##### Stored data
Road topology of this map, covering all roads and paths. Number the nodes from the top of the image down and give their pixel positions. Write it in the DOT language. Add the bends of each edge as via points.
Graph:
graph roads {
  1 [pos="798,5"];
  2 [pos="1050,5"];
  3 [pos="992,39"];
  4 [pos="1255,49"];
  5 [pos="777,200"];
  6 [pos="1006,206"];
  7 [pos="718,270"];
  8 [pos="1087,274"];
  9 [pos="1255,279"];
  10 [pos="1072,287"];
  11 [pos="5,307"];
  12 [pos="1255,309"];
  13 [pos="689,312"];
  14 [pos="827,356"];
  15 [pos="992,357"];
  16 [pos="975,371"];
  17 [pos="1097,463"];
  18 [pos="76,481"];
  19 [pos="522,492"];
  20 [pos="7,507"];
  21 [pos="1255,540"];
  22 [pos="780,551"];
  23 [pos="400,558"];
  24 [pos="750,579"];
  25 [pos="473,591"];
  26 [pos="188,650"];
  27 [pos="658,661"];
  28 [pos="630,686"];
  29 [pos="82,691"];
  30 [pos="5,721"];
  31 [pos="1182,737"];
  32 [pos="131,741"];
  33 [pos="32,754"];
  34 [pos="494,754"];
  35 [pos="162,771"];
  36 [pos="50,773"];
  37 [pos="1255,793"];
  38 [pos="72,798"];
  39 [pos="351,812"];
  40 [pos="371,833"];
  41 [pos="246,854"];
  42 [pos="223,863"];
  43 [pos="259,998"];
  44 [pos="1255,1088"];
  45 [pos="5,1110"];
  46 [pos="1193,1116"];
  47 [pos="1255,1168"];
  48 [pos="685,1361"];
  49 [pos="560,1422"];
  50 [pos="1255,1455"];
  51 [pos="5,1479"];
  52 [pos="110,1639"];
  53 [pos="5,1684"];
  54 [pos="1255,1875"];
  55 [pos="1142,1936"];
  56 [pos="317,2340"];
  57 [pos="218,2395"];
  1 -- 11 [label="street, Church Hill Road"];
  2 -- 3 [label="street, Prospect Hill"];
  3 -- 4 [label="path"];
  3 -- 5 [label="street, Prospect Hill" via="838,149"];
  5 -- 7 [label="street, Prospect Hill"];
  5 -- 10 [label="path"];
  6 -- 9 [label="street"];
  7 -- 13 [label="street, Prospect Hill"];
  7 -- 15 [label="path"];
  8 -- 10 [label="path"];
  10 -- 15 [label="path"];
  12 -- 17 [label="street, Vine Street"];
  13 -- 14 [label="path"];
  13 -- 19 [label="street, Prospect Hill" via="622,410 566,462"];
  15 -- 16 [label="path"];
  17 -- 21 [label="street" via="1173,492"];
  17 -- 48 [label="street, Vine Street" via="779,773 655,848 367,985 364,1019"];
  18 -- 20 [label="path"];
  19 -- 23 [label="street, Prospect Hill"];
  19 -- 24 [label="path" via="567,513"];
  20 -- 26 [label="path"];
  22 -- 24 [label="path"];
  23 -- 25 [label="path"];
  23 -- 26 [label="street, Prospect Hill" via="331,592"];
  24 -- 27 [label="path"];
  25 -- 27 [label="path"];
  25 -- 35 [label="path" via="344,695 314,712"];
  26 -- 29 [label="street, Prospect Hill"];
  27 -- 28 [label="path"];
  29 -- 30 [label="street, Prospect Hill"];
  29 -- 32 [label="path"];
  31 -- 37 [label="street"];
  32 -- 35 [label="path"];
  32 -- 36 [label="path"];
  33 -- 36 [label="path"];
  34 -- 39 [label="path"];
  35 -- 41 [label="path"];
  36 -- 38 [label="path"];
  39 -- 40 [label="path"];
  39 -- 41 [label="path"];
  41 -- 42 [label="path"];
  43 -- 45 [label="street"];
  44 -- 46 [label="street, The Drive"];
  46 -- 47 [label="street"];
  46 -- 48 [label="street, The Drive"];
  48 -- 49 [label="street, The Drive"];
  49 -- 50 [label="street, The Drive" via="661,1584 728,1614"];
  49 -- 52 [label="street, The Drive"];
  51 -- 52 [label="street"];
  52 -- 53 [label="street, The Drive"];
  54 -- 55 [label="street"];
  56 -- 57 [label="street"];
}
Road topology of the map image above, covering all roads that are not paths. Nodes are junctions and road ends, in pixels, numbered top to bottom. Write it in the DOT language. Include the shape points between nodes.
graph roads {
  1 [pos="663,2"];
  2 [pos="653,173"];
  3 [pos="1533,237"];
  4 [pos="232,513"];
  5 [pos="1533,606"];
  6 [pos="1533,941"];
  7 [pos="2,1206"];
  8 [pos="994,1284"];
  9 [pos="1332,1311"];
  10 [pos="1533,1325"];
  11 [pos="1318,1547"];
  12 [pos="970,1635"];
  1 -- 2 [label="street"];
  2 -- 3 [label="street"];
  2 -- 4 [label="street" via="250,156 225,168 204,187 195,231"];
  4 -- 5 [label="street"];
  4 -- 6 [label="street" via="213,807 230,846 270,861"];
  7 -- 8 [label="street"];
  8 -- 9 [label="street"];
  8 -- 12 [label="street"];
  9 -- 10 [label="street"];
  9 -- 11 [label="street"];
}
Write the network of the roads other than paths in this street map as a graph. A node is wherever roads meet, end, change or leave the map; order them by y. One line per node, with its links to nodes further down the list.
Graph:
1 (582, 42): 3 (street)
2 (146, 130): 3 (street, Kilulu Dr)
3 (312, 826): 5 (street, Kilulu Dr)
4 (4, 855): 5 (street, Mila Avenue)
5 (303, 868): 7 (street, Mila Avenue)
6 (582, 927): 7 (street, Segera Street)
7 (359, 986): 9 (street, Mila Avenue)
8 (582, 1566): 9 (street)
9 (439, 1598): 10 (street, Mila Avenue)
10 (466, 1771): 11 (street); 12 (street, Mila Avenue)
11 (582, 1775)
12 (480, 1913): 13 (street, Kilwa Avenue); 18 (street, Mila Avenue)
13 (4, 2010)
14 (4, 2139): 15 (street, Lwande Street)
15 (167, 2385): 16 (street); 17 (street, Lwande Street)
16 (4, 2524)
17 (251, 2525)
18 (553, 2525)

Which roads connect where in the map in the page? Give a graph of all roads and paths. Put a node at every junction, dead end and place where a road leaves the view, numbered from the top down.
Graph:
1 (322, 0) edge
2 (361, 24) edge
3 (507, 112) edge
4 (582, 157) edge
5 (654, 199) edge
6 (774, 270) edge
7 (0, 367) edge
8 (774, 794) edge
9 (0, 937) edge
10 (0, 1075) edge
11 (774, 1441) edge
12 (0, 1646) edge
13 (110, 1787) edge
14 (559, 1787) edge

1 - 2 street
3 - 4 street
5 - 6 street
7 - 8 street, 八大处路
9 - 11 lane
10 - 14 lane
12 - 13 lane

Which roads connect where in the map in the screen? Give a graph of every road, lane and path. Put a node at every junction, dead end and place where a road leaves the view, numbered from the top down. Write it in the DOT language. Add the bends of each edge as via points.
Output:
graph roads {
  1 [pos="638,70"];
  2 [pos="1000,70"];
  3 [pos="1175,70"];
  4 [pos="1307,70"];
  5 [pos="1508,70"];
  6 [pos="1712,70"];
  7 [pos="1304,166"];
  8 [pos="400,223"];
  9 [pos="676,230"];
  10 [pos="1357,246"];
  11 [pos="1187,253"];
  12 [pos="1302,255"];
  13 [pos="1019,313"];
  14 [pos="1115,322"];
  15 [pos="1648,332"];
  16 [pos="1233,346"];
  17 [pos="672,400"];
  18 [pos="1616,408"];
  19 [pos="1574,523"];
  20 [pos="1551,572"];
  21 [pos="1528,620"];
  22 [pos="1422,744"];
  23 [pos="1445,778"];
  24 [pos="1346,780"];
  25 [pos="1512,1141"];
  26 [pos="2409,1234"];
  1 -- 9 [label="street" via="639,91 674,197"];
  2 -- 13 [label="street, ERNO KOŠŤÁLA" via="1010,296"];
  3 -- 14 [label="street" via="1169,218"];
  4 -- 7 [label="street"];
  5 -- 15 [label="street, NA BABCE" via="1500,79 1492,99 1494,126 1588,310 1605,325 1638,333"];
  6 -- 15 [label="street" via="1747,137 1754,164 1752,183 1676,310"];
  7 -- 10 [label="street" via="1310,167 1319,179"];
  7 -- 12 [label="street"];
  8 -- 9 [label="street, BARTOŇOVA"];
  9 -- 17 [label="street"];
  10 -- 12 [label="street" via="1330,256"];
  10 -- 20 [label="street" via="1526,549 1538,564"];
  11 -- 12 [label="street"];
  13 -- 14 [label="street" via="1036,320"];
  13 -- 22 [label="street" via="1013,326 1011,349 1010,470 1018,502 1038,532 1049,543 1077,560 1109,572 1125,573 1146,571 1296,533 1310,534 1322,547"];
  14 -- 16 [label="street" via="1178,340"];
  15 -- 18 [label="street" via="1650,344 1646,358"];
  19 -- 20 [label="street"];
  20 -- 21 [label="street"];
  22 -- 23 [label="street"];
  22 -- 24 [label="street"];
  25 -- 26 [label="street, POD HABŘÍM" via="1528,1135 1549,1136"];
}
##########
Directions for this task: Copy all lines of the records in which the string "nodes" can be found.

Completed exercise:
Road topology of this map, covering all roads and paths. Number the nodes from the top of the image down and give their pixel positions. Write it in the DOT language. Add the bends of each edge as via points.
Road topology of the map image above, covering all roads that are not paths. Nodes are junctions and road ends, in pixels, numbered top to bottom. Write it in the DOT language. Include the shape points between nodes.
Write the network of the roads other than paths in this street map as a graph. A node is wherever roads meet, end, change or leave the map; order them by y. One line per node, with its links to nodes further down the list.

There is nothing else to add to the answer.